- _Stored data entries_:
━━━━

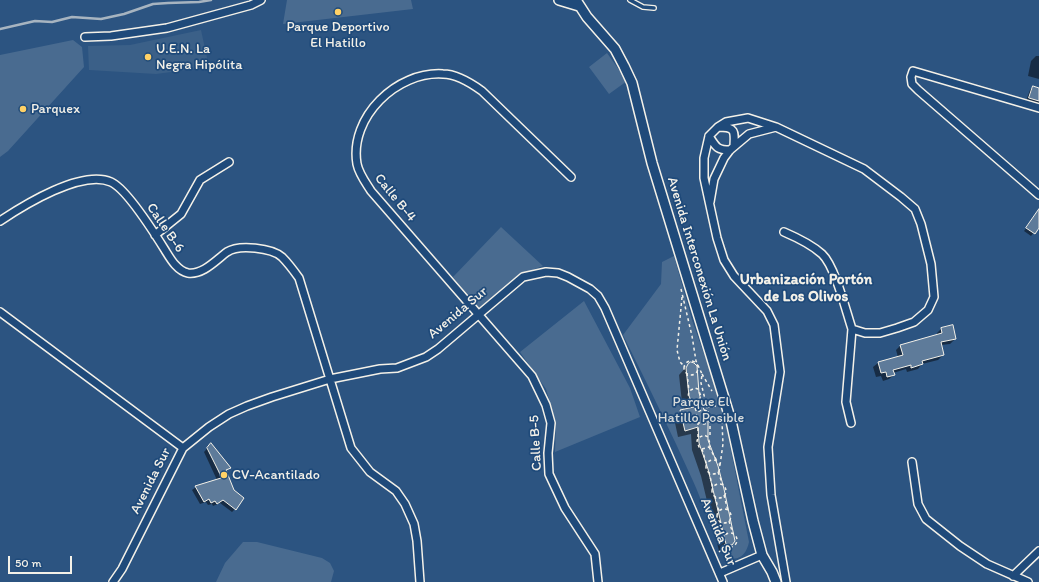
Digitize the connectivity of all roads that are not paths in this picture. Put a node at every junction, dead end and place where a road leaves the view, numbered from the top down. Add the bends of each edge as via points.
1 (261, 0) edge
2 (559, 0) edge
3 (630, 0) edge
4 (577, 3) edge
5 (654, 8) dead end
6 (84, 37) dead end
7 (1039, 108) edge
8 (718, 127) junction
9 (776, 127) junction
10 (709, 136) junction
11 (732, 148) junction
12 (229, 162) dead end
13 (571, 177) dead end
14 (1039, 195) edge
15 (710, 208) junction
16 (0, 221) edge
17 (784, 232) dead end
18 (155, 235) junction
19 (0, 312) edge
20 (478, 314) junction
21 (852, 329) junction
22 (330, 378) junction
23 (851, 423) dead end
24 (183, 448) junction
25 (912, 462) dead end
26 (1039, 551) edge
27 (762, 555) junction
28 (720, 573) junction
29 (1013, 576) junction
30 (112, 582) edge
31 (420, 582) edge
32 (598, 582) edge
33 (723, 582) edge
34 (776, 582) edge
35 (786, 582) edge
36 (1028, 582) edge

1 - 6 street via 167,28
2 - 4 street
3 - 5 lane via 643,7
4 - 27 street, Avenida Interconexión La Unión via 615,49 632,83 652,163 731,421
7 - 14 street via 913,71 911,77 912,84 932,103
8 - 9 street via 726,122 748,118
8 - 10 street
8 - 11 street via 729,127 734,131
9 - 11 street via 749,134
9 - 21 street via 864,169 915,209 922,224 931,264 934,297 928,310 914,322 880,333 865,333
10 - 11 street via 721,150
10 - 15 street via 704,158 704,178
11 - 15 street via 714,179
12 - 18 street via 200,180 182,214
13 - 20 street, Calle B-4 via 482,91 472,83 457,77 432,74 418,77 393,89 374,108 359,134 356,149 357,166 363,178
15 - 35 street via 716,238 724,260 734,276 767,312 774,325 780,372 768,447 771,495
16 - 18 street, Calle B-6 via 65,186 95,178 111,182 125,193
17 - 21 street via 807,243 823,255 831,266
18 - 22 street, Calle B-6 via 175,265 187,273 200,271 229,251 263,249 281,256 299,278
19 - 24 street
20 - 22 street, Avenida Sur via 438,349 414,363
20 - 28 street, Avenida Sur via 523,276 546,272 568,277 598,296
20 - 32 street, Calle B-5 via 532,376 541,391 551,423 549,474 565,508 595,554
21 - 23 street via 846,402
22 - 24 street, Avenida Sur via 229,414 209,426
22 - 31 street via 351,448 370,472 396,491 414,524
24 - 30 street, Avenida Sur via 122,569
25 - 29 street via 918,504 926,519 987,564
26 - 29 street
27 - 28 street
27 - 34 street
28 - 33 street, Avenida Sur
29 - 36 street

━━━━

- _Exercise requirements_: An exact copy of the entries, without any pictures, is what the answer should be.

- _Worked solution_:
Digitize the connectivity of all roads that are not paths in this picture. Put a node at every junction, dead end and place where a road leaves the view, numbered from the top down. Add the bends of each edge as via points.
1 (261, 0) edge
2 (559, 0) edge
3 (630, 0) edge
4 (577, 3) edge
5 (654, 8) dead end
6 (84, 37) dead end
7 (1039, 108) edge
8 (718, 127) junction
9 (776, 127) junction
10 (709, 136) junction
11 (732, 148) junction
12 (229, 162) dead end
13 (571, 177) dead end
14 (1039, 195) edge
15 (710, 208) junction
16 (0, 221) edge
17 (784, 232) dead end
18 (155, 235) junction
19 (0, 312) edge
20 (478, 314) junction
21 (852, 329) junction
22 (330, 378) junction
23 (851, 423) dead end
24 (183, 448) junction
25 (912, 462) dead end
26 (1039, 551) edge
27 (762, 555) junction
28 (720, 573) junction
29 (1013, 576) junction
30 (112, 582) edge
31 (420, 582) edge
32 (598, 582) edge
33 (723, 582) edge
34 (776, 582) edge
35 (786, 582) edge
36 (1028, 582) edge

1 - 6 street via 167,28
2 - 4 street
3 - 5 lane via 643,7
4 - 27 street, Avenida Interconexión La Unión via 615,49 632,83 652,163 731,421
7 - 14 street via 913,71 911,77 912,84 932,103
8 - 9 street via 726,122 748,118
8 - 10 street
8 - 11 street via 729,127 734,131
9 - 11 street via 749,134
9 - 21 street via 864,169 915,209 922,224 931,264 934,297 928,310 914,322 880,333 865,333
10 - 11 street via 721,150
10 - 15 street via 704,158 704,178
11 - 15 street via 714,179
12 - 18 street via 200,180 182,214
13 - 20 street, Calle B-4 via 482,91 472,83 457,77 432,74 418,77 393,89 374,108 359,134 356,149 357,166 363,178
15 - 35 street via 716,238 724,260 734,276 767,312 774,325 780,372 768,447 771,495
16 - 18 street, Calle B-6 via 65,186 95,178 111,182 125,193
17 - 21 street via 807,243 823,255 831,266
18 - 22 street, Calle B-6 via 175,265 187,273 200,271 229,251 263,249 281,256 299,278
19 - 24 street
20 - 22 street, Avenida Sur via 438,349 414,363
20 - 28 street, Avenida Sur via 523,276 546,272 568,277 598,296
20 - 32 street, Calle B-5 via 532,376 541,391 551,423 549,474 565,508 595,554
21 - 23 street via 846,402
22 - 24 street, Avenida Sur via 229,414 209,426
22 - 31 street via 351,448 370,472 396,491 414,524
24 - 30 street, Avenida Sur via 122,569
25 - 29 street via 918,504 926,519 987,564
26 - 29 street
27 - 28 street
27 - 34 street
28 - 33 street, Avenida Sur
29 - 36 street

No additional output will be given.